Singing regularly is a fantastic way to improve your speaking voice and the advantages for voice actors shouldn’t be underestimated!
Speaking and singing require good control of the breath, the vocal folds and the muscles of articulation. Exercising your voice doesn’t have to be about set vocal warmups. Singing along to whatever comes on the radio and mimicking other people’s styles gives your vocal range a real workout, gently stretches you to your limits of pitch, improves breathing, pace and articulation as well as helping you to recognise the natural rhythm of a spoken script.
Here are four great reasons why every voiceover artist should sing
1. Extending your range
To create character voices you need to move comfortably above and below your natural range, without your voice cracking or turning to fry. Songs from the musicals are great to challenge your range, and there are also loads of popular artists you can use for practice. David Bowie and Freddy Mercury effortlessly sang at least 4 octaves, while Prince, Mariah Carey, Axl Rose and Steven Tyler have all recorded over 5 octaves!
Nailing Bohemian Rhapsody might prove a bit much for some of us, so if you prefer to keep it simple it’s worth knowing that even Happy Birthday jumps a whole octave – quite a challenge if you aren’t ready for it!
As with any type of exercise – listen to your body and don’t force or strain.
Regular practice and patience will pay off.
2. Planning when and how to breathe
There are only certain points in a song when you are ‘allowed’ to breathe, and if you try to snatch a breath in the wrong place you either miss part of a word or upset the rhythm. The same goes for voiceover! Singing regularly helps you learn instinctively when to take a breath – and sometimes it’s wise to take a breath before you actually need one, to avoid coming a cropper later!
When you learn a song you have to figure out in advance where to breathe, and this is also useful for a voiceover script – especially those scripts that have a lot of words in a short space of time. Singing also familiarises you with different types of breath, from big diaphragmatic breaths to a short, sharp snatch breaths or the sneaky ‘top up’ breath.
Songs which make me think about where and how to breathe include:
- Rocket Man (Elton John)
- You’re so Vain (Carly Simon)
- Moonlight Shadow (Mike Oldfield ft.

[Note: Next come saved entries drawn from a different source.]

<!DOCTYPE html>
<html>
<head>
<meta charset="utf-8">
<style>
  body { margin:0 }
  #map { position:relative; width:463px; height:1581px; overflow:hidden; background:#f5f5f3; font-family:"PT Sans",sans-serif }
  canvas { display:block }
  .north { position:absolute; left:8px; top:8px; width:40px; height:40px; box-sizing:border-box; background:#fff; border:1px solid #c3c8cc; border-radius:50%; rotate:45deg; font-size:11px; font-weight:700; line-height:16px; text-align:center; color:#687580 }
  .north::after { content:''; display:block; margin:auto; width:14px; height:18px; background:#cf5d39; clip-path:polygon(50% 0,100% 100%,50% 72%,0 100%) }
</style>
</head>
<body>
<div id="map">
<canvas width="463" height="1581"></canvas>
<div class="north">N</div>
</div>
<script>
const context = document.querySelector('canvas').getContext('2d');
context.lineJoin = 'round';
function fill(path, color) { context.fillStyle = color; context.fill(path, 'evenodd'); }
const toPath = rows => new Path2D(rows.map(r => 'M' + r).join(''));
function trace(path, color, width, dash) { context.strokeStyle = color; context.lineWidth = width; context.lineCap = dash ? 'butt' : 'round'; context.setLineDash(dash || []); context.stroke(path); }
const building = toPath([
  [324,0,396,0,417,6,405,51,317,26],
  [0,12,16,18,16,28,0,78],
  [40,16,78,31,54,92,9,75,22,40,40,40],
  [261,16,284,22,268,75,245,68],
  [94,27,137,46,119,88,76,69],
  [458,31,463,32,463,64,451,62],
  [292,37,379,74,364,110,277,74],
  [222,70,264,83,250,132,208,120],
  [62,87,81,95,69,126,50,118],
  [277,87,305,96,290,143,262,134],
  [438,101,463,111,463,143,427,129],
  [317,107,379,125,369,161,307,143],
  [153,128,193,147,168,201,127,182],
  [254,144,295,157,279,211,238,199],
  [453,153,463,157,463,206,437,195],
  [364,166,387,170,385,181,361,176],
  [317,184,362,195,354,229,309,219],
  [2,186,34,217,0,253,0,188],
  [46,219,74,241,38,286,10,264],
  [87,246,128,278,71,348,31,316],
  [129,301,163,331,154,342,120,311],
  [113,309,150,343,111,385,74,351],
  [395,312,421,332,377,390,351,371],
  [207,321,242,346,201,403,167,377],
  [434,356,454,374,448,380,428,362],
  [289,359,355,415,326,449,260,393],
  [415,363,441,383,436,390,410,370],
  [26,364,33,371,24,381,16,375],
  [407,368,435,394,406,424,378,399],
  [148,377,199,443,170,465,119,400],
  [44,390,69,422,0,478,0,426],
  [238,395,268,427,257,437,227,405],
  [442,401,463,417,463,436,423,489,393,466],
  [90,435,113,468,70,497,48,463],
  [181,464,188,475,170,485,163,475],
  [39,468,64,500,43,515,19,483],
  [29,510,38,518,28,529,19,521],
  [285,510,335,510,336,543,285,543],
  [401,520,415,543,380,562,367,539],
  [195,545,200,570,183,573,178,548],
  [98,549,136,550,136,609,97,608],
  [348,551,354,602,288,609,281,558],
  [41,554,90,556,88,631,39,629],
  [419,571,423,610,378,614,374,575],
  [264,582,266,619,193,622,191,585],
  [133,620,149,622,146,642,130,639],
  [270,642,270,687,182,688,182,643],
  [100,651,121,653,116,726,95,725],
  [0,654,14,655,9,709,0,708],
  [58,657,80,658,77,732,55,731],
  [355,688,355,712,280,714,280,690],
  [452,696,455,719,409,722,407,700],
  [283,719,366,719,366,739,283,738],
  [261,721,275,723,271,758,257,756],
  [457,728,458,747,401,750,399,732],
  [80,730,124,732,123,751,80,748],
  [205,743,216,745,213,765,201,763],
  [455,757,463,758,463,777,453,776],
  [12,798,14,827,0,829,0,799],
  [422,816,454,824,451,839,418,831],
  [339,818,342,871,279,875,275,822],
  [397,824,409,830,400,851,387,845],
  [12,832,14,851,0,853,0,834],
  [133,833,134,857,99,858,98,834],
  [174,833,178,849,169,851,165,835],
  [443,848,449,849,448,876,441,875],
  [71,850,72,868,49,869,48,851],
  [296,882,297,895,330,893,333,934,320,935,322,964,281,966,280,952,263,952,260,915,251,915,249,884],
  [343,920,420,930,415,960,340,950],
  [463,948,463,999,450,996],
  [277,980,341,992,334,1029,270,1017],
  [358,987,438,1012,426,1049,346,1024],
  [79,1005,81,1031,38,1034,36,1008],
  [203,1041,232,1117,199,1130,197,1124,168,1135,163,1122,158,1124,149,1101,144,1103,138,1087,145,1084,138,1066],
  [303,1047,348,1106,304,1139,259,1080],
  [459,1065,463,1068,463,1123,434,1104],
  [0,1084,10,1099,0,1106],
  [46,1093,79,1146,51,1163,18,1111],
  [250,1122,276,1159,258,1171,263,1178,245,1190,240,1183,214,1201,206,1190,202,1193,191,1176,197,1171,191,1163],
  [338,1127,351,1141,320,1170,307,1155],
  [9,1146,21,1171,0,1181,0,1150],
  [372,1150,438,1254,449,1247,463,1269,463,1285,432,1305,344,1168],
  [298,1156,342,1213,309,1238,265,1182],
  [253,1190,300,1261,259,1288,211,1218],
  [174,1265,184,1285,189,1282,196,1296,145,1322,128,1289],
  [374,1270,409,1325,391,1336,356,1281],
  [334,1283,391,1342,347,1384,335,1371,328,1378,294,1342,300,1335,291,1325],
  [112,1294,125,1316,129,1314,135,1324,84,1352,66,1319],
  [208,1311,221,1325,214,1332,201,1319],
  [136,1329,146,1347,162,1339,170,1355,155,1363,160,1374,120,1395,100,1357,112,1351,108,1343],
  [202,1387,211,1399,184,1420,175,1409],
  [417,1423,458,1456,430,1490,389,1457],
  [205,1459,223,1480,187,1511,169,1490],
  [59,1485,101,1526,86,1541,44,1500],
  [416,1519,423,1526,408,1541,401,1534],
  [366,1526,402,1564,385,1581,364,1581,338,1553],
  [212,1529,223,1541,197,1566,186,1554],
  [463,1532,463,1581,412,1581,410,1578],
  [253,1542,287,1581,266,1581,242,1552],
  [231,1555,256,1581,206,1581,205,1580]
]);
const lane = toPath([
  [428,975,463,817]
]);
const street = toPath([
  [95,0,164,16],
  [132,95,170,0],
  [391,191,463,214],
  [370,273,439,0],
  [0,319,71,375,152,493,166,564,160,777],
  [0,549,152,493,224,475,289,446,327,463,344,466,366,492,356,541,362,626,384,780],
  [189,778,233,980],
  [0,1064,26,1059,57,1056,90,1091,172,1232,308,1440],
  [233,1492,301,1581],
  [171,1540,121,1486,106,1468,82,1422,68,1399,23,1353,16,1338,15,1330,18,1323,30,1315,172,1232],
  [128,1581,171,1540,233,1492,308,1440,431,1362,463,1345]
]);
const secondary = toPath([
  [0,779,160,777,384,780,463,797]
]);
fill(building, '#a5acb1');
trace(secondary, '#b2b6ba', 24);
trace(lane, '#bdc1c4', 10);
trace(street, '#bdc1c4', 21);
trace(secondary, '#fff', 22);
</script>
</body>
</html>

Maggie Reilly)
3. Improve lung capacity
I don’t think there’s any dispute that singing improves lung capacity, but just to prove a point I work as a volunteer with a singing group for people with chronic lung conditions like asthma and COPD. Some carry portable oxygen cylinders and most have their lung capacity measured regularly by their healthcare team. We are only singing for fun, but many have reported an increased lung capacity since they started singing, and have more trouble breathing if they miss a class or two.

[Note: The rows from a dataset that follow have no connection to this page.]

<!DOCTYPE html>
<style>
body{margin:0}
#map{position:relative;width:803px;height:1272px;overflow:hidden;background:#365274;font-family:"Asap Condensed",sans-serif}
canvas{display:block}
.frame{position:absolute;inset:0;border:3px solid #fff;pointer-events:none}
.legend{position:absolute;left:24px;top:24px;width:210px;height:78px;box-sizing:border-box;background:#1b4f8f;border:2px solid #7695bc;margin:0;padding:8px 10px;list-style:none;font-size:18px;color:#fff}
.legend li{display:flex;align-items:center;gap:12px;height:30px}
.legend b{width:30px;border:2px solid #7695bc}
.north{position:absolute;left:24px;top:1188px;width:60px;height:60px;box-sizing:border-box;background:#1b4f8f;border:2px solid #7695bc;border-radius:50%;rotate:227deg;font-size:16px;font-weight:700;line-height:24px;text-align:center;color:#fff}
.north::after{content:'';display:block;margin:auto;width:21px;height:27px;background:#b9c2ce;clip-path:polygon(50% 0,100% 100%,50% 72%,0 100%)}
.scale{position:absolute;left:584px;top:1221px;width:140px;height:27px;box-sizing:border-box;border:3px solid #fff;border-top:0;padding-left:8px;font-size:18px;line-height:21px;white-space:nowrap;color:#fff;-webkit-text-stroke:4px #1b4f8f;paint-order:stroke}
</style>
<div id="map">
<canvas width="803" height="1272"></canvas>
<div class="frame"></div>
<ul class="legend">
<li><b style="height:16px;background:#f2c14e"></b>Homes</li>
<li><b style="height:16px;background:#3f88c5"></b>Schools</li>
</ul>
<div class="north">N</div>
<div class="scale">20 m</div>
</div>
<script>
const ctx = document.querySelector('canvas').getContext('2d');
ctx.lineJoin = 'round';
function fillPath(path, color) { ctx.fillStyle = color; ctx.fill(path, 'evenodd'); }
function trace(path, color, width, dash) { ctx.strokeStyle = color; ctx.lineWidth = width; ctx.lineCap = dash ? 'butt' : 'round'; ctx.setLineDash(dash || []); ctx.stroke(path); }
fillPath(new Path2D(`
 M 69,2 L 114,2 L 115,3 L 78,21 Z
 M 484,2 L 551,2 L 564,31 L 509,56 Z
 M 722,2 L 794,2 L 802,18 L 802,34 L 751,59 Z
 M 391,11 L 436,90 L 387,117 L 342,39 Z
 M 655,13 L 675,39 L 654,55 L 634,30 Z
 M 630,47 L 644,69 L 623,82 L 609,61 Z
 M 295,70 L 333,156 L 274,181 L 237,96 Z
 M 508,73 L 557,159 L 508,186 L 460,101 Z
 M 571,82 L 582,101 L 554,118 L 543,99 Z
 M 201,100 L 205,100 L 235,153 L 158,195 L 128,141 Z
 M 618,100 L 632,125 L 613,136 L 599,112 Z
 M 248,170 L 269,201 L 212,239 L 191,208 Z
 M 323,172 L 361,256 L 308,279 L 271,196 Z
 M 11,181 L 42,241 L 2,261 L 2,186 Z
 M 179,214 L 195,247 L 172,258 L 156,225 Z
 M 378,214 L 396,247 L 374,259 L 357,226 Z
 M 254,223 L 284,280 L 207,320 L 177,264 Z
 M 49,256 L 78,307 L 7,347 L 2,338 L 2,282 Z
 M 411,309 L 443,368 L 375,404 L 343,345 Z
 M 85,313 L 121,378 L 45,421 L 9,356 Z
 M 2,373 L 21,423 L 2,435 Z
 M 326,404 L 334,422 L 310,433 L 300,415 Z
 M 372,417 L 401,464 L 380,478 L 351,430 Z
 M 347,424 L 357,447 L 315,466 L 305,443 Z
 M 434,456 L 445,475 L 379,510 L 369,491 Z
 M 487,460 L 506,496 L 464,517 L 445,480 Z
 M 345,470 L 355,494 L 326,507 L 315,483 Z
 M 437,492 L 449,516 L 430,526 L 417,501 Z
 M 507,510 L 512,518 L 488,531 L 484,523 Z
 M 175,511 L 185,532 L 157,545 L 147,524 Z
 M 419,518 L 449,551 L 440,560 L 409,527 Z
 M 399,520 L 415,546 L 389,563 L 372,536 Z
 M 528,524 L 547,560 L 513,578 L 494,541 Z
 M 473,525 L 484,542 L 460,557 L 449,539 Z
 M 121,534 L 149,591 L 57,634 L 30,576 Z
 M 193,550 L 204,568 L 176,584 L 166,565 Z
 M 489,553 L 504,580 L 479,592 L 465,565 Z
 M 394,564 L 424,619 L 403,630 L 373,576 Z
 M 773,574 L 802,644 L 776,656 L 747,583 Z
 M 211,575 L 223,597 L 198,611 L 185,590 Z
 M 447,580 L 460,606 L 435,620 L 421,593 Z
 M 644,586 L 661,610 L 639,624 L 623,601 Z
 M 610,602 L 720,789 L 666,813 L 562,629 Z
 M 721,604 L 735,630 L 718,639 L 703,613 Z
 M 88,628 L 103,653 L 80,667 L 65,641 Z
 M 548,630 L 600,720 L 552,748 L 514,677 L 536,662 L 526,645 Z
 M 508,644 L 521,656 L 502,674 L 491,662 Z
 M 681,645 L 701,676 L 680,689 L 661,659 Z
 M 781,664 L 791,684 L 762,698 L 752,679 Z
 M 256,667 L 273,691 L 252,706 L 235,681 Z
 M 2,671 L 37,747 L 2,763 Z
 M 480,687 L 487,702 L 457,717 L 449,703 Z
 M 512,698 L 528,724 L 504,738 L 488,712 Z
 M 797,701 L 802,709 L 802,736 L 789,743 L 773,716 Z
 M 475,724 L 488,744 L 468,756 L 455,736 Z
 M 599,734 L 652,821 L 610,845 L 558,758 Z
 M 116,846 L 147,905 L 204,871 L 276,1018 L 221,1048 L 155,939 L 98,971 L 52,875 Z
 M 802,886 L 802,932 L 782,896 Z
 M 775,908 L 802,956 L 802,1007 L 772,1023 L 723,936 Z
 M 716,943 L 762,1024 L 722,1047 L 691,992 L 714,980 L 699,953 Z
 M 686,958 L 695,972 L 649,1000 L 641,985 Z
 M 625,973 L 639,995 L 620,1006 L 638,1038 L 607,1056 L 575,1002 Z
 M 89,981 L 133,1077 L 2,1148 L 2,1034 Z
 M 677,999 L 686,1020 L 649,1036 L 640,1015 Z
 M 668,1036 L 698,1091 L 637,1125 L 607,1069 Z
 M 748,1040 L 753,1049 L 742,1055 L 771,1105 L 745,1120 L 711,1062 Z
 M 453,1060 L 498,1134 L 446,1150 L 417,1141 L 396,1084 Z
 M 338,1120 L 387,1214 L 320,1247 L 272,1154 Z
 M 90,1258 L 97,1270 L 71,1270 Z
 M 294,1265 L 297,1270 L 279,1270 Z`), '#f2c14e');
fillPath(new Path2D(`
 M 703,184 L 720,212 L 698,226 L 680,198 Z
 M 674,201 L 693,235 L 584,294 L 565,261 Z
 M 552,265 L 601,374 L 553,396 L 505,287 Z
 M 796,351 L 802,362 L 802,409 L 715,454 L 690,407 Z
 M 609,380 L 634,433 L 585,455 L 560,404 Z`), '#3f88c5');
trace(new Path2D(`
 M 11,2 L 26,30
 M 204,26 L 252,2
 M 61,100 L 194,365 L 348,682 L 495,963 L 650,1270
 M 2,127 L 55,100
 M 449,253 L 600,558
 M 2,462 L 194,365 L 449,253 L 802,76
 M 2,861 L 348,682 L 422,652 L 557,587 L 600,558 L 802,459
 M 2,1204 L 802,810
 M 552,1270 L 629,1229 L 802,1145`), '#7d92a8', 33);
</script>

Improving lung capacity means you can comfortably get to the end of your phrase while maintaining a nice, full voice . Any song with a note that’s held for over 10 seconds makes great practice – check out the following:
- Woman in Love (Barbara Streisand) 11 seconds
- I Will Always Love You (Whitney Houston) 12 seconds
- Lovely Day (Bill Withers) 18 seconds
- Hallelujah (Jeff Buckley) 21 seconds
- Don’t Cry (Guns n Roses) 28 seconds
Granted, Axl Rose doesn’t stay on the same note for 28 seconds but it’s still an impressive amount of time to keep the air moving and control the sound coming out
4. Articulation practice
This is interesting, as we don’t necessarily articulate the same while singing as in speech. Some lyrics sound better with an American twang and there’s a certain amount of artistic license in getting lines to rhyme. It’s common to drop letters at the end of words and sometimes it seems like the performer misses out more consonants than they actually pronounce, although you can still understand the message. Don’t try this with a corporate explainer video. Your client won’t be impressed!

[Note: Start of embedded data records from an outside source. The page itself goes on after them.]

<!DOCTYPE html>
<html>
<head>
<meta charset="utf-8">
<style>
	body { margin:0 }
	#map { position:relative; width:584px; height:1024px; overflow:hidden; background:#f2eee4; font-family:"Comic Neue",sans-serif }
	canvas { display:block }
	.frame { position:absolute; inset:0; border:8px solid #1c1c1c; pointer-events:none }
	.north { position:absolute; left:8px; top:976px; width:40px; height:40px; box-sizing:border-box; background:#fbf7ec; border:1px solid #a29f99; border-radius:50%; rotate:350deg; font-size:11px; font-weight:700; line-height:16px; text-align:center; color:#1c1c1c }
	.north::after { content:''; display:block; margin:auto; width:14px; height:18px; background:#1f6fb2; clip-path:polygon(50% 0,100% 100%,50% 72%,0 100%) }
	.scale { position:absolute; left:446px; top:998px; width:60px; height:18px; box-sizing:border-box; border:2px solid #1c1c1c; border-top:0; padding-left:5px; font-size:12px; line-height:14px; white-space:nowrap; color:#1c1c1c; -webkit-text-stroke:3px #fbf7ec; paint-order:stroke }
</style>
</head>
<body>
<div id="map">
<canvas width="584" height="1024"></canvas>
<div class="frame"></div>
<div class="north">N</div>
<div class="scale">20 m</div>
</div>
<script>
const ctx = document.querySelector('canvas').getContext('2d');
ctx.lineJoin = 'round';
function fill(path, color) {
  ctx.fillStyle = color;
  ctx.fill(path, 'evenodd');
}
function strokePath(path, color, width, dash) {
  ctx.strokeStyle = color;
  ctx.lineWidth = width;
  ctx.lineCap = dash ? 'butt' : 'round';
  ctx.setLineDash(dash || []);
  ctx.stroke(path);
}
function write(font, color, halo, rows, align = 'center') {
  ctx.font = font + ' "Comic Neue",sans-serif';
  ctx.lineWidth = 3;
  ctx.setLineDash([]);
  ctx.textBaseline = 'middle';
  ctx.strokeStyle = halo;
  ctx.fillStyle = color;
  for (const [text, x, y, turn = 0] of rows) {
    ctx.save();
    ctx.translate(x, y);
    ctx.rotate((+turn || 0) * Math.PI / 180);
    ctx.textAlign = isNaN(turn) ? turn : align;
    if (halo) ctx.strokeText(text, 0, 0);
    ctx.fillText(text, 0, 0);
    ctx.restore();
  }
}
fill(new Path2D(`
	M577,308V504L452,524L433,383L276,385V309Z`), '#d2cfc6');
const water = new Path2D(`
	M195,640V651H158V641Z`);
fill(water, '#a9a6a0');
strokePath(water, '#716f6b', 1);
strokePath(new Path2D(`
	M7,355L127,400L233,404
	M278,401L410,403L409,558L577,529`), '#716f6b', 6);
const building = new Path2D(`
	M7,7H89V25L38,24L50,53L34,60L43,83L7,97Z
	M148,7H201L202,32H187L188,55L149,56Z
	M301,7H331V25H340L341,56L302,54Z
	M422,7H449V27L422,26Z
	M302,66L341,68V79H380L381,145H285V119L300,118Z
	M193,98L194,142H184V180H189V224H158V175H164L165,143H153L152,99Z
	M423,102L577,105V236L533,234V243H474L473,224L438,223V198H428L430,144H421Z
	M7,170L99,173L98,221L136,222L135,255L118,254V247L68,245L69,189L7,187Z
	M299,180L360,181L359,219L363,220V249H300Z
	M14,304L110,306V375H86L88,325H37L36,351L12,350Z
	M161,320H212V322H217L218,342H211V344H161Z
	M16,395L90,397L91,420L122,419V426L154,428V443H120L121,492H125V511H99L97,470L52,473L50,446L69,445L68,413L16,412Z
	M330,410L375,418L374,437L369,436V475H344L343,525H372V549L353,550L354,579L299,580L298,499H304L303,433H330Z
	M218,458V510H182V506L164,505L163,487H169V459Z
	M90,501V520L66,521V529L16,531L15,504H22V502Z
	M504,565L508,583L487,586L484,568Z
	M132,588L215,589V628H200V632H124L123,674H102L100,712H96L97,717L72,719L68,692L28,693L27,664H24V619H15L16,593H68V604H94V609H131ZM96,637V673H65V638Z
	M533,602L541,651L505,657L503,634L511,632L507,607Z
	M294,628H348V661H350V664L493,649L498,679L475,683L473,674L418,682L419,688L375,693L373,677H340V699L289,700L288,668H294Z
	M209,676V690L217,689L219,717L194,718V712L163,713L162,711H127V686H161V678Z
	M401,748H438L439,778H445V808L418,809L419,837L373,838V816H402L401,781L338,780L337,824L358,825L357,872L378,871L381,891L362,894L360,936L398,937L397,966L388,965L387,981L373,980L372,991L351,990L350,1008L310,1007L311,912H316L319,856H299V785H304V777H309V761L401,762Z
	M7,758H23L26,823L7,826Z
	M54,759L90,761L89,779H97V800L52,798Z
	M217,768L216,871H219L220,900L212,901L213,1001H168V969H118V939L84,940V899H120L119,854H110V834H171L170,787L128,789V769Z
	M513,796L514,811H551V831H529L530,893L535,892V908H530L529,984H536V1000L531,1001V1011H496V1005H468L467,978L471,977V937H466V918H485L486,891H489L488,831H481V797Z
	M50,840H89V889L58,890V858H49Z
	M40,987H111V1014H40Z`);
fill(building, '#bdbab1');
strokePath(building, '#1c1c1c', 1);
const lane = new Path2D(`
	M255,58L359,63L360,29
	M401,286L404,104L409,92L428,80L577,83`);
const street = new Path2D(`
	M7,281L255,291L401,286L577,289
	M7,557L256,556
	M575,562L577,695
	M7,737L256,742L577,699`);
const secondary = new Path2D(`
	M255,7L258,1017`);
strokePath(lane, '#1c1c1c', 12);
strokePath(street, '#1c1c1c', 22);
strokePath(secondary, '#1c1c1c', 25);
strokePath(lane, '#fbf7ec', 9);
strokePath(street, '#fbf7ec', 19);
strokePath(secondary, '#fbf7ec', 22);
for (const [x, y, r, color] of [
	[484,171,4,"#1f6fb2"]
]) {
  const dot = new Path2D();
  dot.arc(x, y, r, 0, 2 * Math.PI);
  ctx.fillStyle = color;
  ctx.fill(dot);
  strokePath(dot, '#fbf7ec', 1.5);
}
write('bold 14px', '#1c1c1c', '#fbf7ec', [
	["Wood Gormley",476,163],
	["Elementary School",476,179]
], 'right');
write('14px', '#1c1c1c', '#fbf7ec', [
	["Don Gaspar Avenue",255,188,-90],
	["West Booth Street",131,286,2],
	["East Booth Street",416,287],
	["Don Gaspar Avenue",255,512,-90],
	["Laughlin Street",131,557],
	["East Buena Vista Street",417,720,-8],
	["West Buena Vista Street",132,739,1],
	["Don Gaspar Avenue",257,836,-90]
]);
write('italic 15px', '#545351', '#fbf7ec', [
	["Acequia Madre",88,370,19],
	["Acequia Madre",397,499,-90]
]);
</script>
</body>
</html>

But singing can still be a fun way to practise your diction. Rappers are masters at covering lots of lyrics in a short space of time and Eminem would be awesome reading the small-print T&Cs at the end of those financial commercials. In his 2020 single “Godzilla” he achieves over 220 words in just 30 seconds! If that’s a bit too fast (or a bit too rude) you can start out with the opening verse of A New England (Kirsty MacColl), the last verse of We didn’t Start the Fire (Billy Joel), or try Give it Away by the Red Hot Chili Peppers – they all make great articulation workouts!